[Problem to solve]
Could you write out the whole listing exactly as it appears?

[Data provided]
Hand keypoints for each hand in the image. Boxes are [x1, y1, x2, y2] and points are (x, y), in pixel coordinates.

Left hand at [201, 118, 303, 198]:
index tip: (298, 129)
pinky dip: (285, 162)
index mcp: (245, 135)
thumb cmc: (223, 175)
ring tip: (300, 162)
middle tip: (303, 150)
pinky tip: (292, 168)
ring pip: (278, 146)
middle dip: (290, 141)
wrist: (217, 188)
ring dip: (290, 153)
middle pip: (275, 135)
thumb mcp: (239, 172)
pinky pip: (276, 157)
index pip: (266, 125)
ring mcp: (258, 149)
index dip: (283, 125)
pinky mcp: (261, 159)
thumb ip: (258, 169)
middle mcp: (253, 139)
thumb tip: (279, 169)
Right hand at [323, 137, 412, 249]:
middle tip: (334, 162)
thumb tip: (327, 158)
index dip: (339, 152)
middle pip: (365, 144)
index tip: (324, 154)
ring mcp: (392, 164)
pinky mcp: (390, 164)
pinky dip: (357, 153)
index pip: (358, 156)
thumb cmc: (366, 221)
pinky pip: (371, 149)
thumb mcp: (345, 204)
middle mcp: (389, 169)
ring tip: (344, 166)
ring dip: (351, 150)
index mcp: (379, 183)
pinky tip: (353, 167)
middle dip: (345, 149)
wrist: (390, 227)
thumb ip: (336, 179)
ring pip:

[Solution to this exercise]
Hand keypoints for each hand in the image. Boxes are [x1, y1, x2, y2] and points are (x, y), in pixel coordinates.

Left hand at [201, 118, 303, 198]:
index tip: (298, 129)
pinky dip: (285, 162)
index mcp: (245, 135)
thumb cmc: (223, 175)
ring tip: (300, 162)
middle tip: (303, 150)
pinky tip: (292, 168)
ring pip: (278, 146)
middle dip: (290, 141)
wrist: (217, 188)
ring dip: (290, 153)
middle pip: (275, 135)
thumb mcp: (239, 172)
pinky pip: (276, 157)
index pip: (266, 125)
ring mcp: (258, 149)
index dip: (283, 125)
pinky mcp: (261, 159)
thumb ip: (258, 169)
middle mcp: (253, 139)
thumb tip: (279, 169)
Right hand at [323, 137, 412, 249]:
middle tip: (334, 162)
thumb tip: (327, 158)
index dip: (339, 152)
middle pip: (365, 144)
index tip: (324, 154)
ring mcp: (392, 164)
pinky mcp: (390, 164)
pinky dip: (357, 153)
index pip: (358, 156)
thumb cmc: (366, 221)
pinky pip: (371, 149)
thumb mcp: (345, 204)
middle mcp: (389, 169)
ring tip: (344, 166)
ring dip: (351, 150)
index mcp: (379, 183)
pinky tip: (353, 167)
middle dip: (345, 149)
wrist: (390, 227)
thumb ip: (336, 179)
ring pip:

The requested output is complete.